- _Exercise details_:
In your answer, print every record exactly as it is written.

- _Data under study_:
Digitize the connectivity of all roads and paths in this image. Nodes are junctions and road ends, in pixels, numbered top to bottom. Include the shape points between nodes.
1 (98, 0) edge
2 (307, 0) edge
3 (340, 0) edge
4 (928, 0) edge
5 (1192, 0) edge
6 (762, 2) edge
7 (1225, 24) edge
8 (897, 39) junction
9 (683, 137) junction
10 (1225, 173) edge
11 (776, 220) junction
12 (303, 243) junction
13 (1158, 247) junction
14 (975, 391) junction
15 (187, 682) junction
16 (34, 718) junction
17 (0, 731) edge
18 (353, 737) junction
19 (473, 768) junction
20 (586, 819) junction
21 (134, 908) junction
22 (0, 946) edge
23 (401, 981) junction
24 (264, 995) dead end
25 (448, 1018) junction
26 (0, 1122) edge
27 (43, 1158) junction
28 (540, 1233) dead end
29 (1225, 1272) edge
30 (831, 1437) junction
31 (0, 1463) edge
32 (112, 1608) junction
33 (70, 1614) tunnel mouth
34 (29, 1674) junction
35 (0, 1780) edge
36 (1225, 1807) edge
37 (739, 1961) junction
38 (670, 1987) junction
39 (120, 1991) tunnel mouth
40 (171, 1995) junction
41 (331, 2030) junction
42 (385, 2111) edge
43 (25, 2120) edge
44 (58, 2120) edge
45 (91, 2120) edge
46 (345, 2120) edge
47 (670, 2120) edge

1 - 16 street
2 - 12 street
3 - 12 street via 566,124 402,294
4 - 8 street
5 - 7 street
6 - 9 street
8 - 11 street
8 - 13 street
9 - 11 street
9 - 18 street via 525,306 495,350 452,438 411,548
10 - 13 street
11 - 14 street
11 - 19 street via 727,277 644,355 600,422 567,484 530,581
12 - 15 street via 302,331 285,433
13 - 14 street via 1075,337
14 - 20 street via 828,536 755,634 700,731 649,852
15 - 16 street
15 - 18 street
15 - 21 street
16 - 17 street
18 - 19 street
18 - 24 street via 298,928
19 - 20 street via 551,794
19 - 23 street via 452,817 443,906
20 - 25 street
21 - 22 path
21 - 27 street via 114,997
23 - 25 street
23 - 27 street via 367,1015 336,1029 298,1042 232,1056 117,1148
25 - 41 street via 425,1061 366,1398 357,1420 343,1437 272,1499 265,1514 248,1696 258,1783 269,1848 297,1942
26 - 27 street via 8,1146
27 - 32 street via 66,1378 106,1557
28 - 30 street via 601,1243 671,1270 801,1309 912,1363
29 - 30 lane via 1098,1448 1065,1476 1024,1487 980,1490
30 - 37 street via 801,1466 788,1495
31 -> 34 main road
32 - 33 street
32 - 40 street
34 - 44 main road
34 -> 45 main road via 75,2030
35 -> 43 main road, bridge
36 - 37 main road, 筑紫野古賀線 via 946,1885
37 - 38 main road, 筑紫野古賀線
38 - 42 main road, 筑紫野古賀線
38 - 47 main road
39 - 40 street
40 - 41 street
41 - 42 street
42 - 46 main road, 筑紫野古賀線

- _Output below_:
Digitize the connectivity of all roads and paths in this image. Nodes are junctions and road ends, in pixels, numbered top to bottom. Include the shape points between nodes.
1 (98, 0) edge
2 (307, 0) edge
3 (340, 0) edge
4 (928, 0) edge
5 (1192, 0) edge
6 (762, 2) edge
7 (1225, 24) edge
8 (897, 39) junction
9 (683, 137) junction
10 (1225, 173) edge
11 (776, 220) junction
12 (303, 243) junction
13 (1158, 247) junction
14 (975, 391) junction
15 (187, 682) junction
16 (34, 718) junction
17 (0, 731) edge
18 (353, 737) junction
19 (473, 768) junction
20 (586, 819) junction
21 (134, 908) junction
22 (0, 946) edge
23 (401, 981) junction
24 (264, 995) dead end
25 (448, 1018) junction
26 (0, 1122) edge
27 (43, 1158) junction
28 (540, 1233) dead end
29 (1225, 1272) edge
30 (831, 1437) junction
31 (0, 1463) edge
32 (112, 1608) junction
33 (70, 1614) tunnel mouth
34 (29, 1674) junction
35 (0, 1780) edge
36 (1225, 1807) edge
37 (739, 1961) junction
38 (670, 1987) junction
39 (120, 1991) tunnel mouth
40 (171, 1995) junction
41 (331, 2030) junction
42 (385, 2111) edge
43 (25, 2120) edge
44 (58, 2120) edge
45 (91, 2120) edge
46 (345, 2120) edge
47 (670, 2120) edge

1 - 16 street
2 - 12 street
3 - 12 street via 566,124 402,294
4 - 8 street
5 - 7 street
6 - 9 street
8 - 11 street
8 - 13 street
9 - 11 street
9 - 18 street via 525,306 495,350 452,438 411,548
10 - 13 street
11 - 14 street
11 - 19 street via 727,277 644,355 600,422 567,484 530,581
12 - 15 street via 302,331 285,433
13 - 14 street via 1075,337
14 - 20 street via 828,536 755,634 700,731 649,852
15 - 16 street
15 - 18 street
15 - 21 street
16 - 17 street
18 - 19 street
18 - 24 street via 298,928
19 - 20 street via 551,794
19 - 23 street via 452,817 443,906
20 - 25 street
21 - 22 path
21 - 27 street via 114,997
23 - 25 street
23 - 27 street via 367,1015 336,1029 298,1042 232,1056 117,1148
25 - 41 street via 425,1061 366,1398 357,1420 343,1437 272,1499 265,1514 248,1696 258,1783 269,1848 297,1942
26 - 27 street via 8,1146
27 - 32 street via 66,1378 106,1557
28 - 30 street via 601,1243 671,1270 801,1309 912,1363
29 - 30 lane via 1098,1448 1065,1476 1024,1487 980,1490
30 - 37 street via 801,1466 788,1495
31 -> 34 main road
32 - 33 street
32 - 40 street
34 - 44 main road
34 -> 45 main road via 75,2030
35 -> 43 main road, bridge
36 - 37 main road, 筑紫野古賀線 via 946,1885
37 - 38 main road, 筑紫野古賀線
38 - 42 main road, 筑紫野古賀線
38 - 47 main road
39 - 40 street
40 - 41 street
41 - 42 street
42 - 46 main road, 筑紫野古賀線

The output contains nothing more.